» DATA:

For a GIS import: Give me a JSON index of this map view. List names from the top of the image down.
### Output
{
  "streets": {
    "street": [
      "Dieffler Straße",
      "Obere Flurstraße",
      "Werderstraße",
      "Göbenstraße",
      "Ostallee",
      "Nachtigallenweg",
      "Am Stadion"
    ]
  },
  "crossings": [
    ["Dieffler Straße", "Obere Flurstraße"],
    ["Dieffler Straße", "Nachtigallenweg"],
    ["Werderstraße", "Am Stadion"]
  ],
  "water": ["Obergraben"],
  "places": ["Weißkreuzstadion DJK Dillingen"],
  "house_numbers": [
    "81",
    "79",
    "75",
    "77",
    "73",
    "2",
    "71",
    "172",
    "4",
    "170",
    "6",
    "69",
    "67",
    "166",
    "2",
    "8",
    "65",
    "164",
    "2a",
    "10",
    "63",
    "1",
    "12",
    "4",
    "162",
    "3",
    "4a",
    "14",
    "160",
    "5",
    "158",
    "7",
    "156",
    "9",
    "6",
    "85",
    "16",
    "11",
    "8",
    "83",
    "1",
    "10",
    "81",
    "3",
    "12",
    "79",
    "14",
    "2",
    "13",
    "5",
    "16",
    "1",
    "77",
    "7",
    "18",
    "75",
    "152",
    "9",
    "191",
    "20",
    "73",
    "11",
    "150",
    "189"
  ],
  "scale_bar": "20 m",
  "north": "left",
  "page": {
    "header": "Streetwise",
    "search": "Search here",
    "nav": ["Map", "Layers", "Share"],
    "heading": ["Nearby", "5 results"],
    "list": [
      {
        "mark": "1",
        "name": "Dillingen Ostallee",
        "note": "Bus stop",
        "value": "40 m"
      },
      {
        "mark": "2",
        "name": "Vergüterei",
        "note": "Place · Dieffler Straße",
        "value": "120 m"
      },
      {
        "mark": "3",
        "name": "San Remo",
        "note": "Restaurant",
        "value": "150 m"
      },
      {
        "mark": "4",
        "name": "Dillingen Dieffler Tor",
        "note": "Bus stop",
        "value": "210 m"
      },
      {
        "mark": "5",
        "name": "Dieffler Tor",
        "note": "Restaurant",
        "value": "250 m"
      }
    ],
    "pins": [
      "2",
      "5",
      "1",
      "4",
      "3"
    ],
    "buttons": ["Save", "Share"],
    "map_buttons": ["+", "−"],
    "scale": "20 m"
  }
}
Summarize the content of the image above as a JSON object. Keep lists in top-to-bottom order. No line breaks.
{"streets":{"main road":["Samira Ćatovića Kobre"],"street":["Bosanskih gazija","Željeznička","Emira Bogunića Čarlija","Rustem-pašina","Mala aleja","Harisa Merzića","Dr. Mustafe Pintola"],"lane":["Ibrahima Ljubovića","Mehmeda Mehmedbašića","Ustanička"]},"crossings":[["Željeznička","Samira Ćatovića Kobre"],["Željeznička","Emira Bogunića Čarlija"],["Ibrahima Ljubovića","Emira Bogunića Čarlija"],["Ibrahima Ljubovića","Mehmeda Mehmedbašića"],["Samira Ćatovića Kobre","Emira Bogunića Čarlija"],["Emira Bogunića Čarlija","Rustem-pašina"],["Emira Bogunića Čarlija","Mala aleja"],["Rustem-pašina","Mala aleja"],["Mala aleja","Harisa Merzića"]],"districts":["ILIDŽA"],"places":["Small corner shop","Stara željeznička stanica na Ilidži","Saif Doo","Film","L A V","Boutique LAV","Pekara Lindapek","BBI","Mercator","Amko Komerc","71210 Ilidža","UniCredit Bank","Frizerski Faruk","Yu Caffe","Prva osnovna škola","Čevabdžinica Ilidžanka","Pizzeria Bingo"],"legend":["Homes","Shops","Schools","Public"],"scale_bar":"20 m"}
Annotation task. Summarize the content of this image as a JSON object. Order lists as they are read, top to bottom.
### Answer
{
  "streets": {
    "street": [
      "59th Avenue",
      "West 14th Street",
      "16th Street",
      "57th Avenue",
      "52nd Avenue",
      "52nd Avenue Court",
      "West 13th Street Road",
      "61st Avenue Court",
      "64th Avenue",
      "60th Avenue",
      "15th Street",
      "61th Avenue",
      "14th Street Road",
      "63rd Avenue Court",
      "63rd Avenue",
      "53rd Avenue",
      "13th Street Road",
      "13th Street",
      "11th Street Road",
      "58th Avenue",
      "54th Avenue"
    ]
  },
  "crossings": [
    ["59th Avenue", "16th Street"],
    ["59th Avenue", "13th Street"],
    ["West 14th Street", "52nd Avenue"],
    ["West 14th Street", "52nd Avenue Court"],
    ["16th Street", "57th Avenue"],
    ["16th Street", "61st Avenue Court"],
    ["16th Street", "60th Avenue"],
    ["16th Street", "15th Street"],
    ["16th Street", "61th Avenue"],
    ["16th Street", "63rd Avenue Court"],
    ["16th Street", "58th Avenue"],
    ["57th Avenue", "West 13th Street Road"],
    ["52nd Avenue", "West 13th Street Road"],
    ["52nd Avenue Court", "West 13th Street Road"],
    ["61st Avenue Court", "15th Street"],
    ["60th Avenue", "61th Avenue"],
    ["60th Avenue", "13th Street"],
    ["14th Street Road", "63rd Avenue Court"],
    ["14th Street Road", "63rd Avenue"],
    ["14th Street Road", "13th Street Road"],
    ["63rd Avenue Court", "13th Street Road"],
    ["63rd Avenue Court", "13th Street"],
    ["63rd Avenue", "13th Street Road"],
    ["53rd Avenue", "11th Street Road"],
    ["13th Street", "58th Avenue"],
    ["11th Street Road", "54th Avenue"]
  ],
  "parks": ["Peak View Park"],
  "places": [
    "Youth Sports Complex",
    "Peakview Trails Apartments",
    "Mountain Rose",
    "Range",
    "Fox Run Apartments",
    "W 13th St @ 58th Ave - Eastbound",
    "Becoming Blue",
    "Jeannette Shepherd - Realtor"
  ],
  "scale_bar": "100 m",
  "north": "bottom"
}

» THE TASK: Each of the lines from the one that contains "Annotation task. Summarize" through the last line of the data needs to be repeated exactly, with no others.

» TASK SOLUTION:
Annotation task. Summarize the content of this image as a JSON object. Order lists as they are read, top to bottom.
### Answer
{
  "streets": {
    "street": [
      "59th Avenue",
      "West 14th Street",
      "16th Street",
      "57th Avenue",
      "52nd Avenue",
      "52nd Avenue Court",
      "West 13th Street Road",
      "61st Avenue Court",
      "64th Avenue",
      "60th Avenue",
      "15th Street",
      "61th Avenue",
      "14th Street Road",
      "63rd Avenue Court",
      "63rd Avenue",
      "53rd Avenue",
      "13th Street Road",
      "13th Street",
      "11th Street Road",
      "58th Avenue",
      "54th Avenue"
    ]
  },
  "crossings": [
    ["59th Avenue", "16th Street"],
    ["59th Avenue", "13th Street"],
    ["West 14th Street", "52nd Avenue"],
    ["West 14th Street", "52nd Avenue Court"],
    ["16th Street", "57th Avenue"],
    ["16th Street", "61st Avenue Court"],
    ["16th Street", "60th Avenue"],
    ["16th Street", "15th Street"],
    ["16th Street", "61th Avenue"],
    ["16th Street", "63rd Avenue Court"],
    ["16th Street", "58th Avenue"],
    ["57th Avenue", "West 13th Street Road"],
    ["52nd Avenue", "West 13th Street Road"],
    ["52nd Avenue Court", "West 13th Street Road"],
    ["61st Avenue Court", "15th Street"],
    ["60th Avenue", "61th Avenue"],
    ["60th Avenue", "13th Street"],
    ["14th Street Road", "63rd Avenue Court"],
    ["14th Street Road", "63rd Avenue"],
    ["14th Street Road", "13th Street Road"],
    ["63rd Avenue Court", "13th Street Road"],
    ["63rd Avenue Court", "13th Street"],
    ["63rd Avenue", "13th Street Road"],
    ["53rd Avenue", "11th Street Road"],
    ["13th Street", "58th Avenue"],
    ["11th Street Road", "54th Avenue"]
  ],
  "parks": ["Peak View Park"],
  "places": [
    "Youth Sports Complex",
    "Peakview Trails Apartments",
    "Mountain Rose",
    "Range",
    "Fox Run Apartments",
    "W 13th St @ 58th Ave - Eastbound",
    "Becoming Blue",
    "Jeannette Shepherd - Realtor"
  ],
  "scale_bar": "100 m",
  "north": "bottom"
}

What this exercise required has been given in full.